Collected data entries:
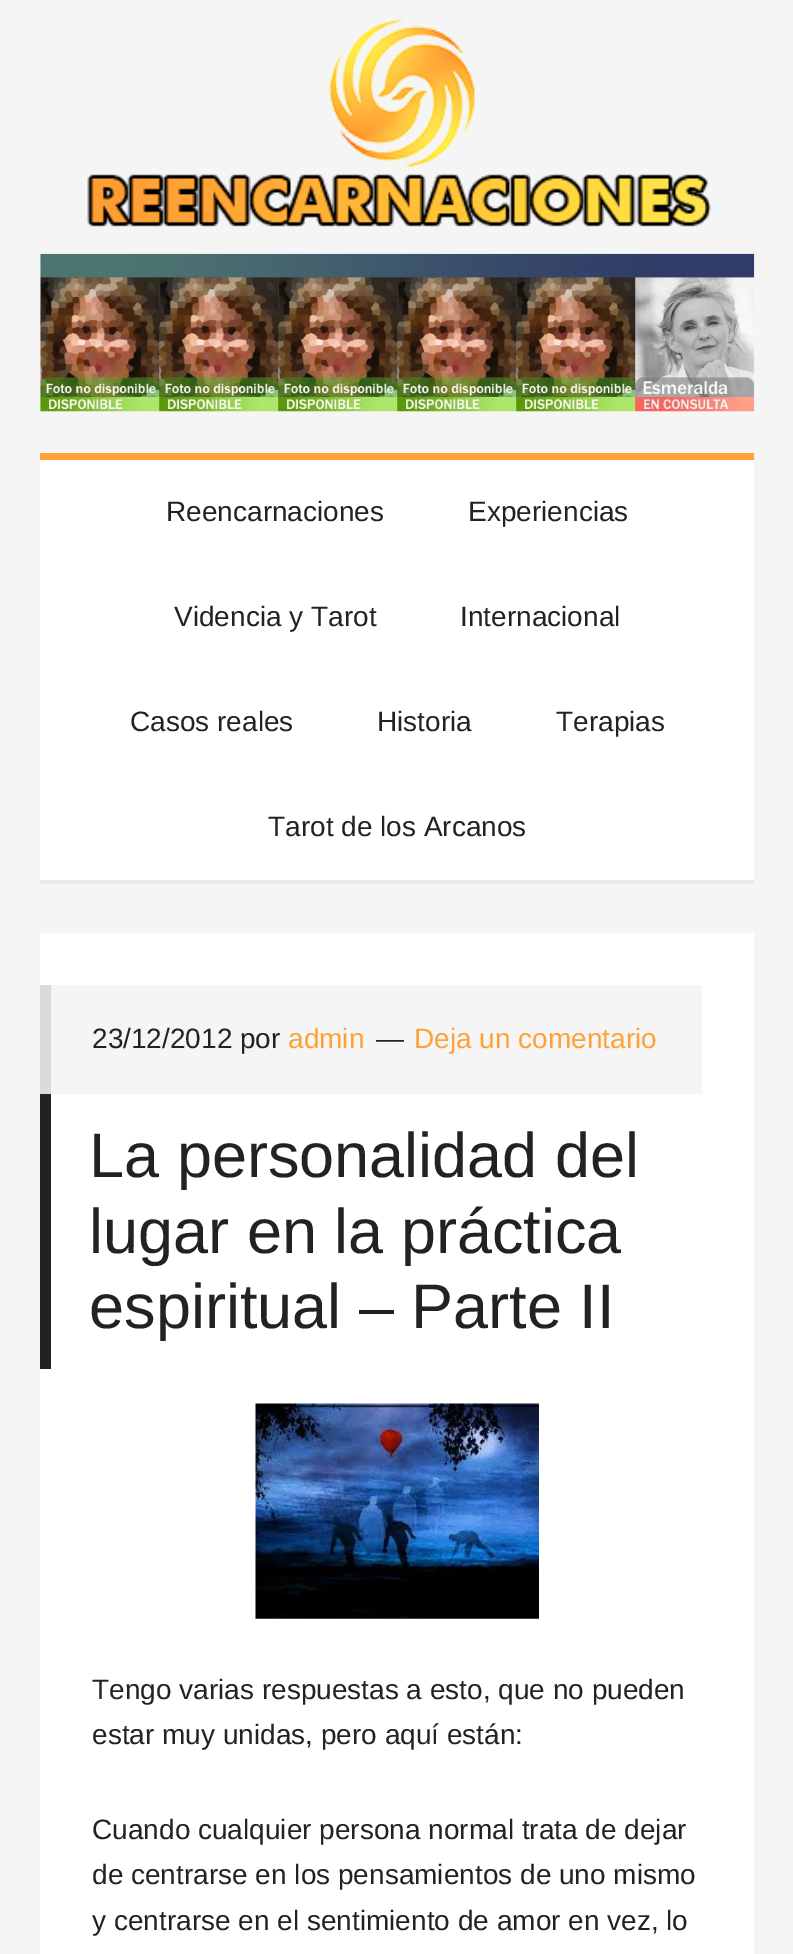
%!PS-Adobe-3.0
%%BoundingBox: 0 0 793 1954
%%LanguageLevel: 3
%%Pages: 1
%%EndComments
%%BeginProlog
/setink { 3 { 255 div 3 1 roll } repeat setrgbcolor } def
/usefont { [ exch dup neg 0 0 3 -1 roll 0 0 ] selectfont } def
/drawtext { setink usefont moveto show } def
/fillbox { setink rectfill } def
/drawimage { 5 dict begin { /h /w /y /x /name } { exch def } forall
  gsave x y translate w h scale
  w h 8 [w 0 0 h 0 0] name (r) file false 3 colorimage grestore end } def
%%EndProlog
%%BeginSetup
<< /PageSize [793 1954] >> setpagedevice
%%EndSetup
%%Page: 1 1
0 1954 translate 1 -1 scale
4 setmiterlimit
0 0 793 1954 245 245 245 fillbox
(assets/img1.rgb) 87 18 624 209 drawimage
(assets/img2.rgb) 40 253 715 159 drawimage
233 233 233 setink
40 457 moveto 40 884 lineto 754 884 lineto 754 880 lineto 40 880 lineto closepath fill
40 460 714 420 255 255 255 fillbox
40 453 714 7 255 161 53 fillbox
(Reencarnaciones) 166 521 /LiberationSans-Regular 28 34 34 34 drawtext
(Experiencias) 468 521 /LiberationSans-Regular 28 34 34 34 drawtext
(Videncia y Tarot) 174 626 /LiberationSans-Regular 28 34 34 34 drawtext
(Internacional) 460 626 /LiberationSans-Regular 28 34 34 34 drawtext
(Casos reales) 130 731 /LiberationSans-Regular 28 34 34 34 drawtext
(Historia) 377 731 /LiberationSans-Regular 28 34 34 34 drawtext
(Terapias) 556 731 /LiberationSans-Regular 28 34 34 34 drawtext
(Tarot de los Arcanos) 268 836 /LiberationSans-Regular 28 34 34 34 drawtext
40 933 714 1021 255 255 255 fillbox
51 985 651 109 245 245 245 fillbox
40 985 11 109 219 219 219 fillbox
(23/12/2012 por) 92 1048 /LiberationSans-Regular 28 34 34 34 drawtext
(admin) 288 1048 /LiberationSans-Regular 28 255 161 53 drawtext
(—) 376 1048 /LiberationSans-Regular 28 34 34 34 drawtext
(Deja un comentario) 414 1048 /LiberationSans-Regular 28 255 161 53 drawtext
40 1094 11 275 34 34 34 fillbox
(La personalidad del) 89 1177 /LiberationSans-Regular 63 34 34 34 drawtext
(lugar en la práctica) 89 1253 /LiberationSans-Regular 63 34 34 34 drawtext
(espiritual – Parte II) 89 1328 /LiberationSans-Regular 63 34 34 34 drawtext
(assets/img3.rgb) 255 1403 284 216 drawimage
(Tengo varias respuestas a esto, que no pueden) 92 1699 /LiberationSans-Regular 28 34 34 34 drawtext
(estar muy unidas, pero aquí están:) 92 1744 /LiberationSans-Regular 28 34 34 34 drawtext
(Cuando cualquier persona normal trata de dejar) 92 1839 /LiberationSans-Regular 28 34 34 34 drawtext
(de centrarse en los pensamientos de uno mismo) 92 1884 /LiberationSans-Regular 28 34 34 34 drawtext
(y centrarse en el sentimiento de amor en vez, lo) 92 1930 /LiberationSans-Regular 28 34 34 34 drawtext
showpage
%%EOF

## YOUR ASSIGNMENT
Search the entries for "usefont" and show every line that has it.

## TASK RESULT
/usefont { [ exch dup neg 0 0 3 -1 roll 0 0 ] selectfont } def
/drawtext { setink usefont moveto show } def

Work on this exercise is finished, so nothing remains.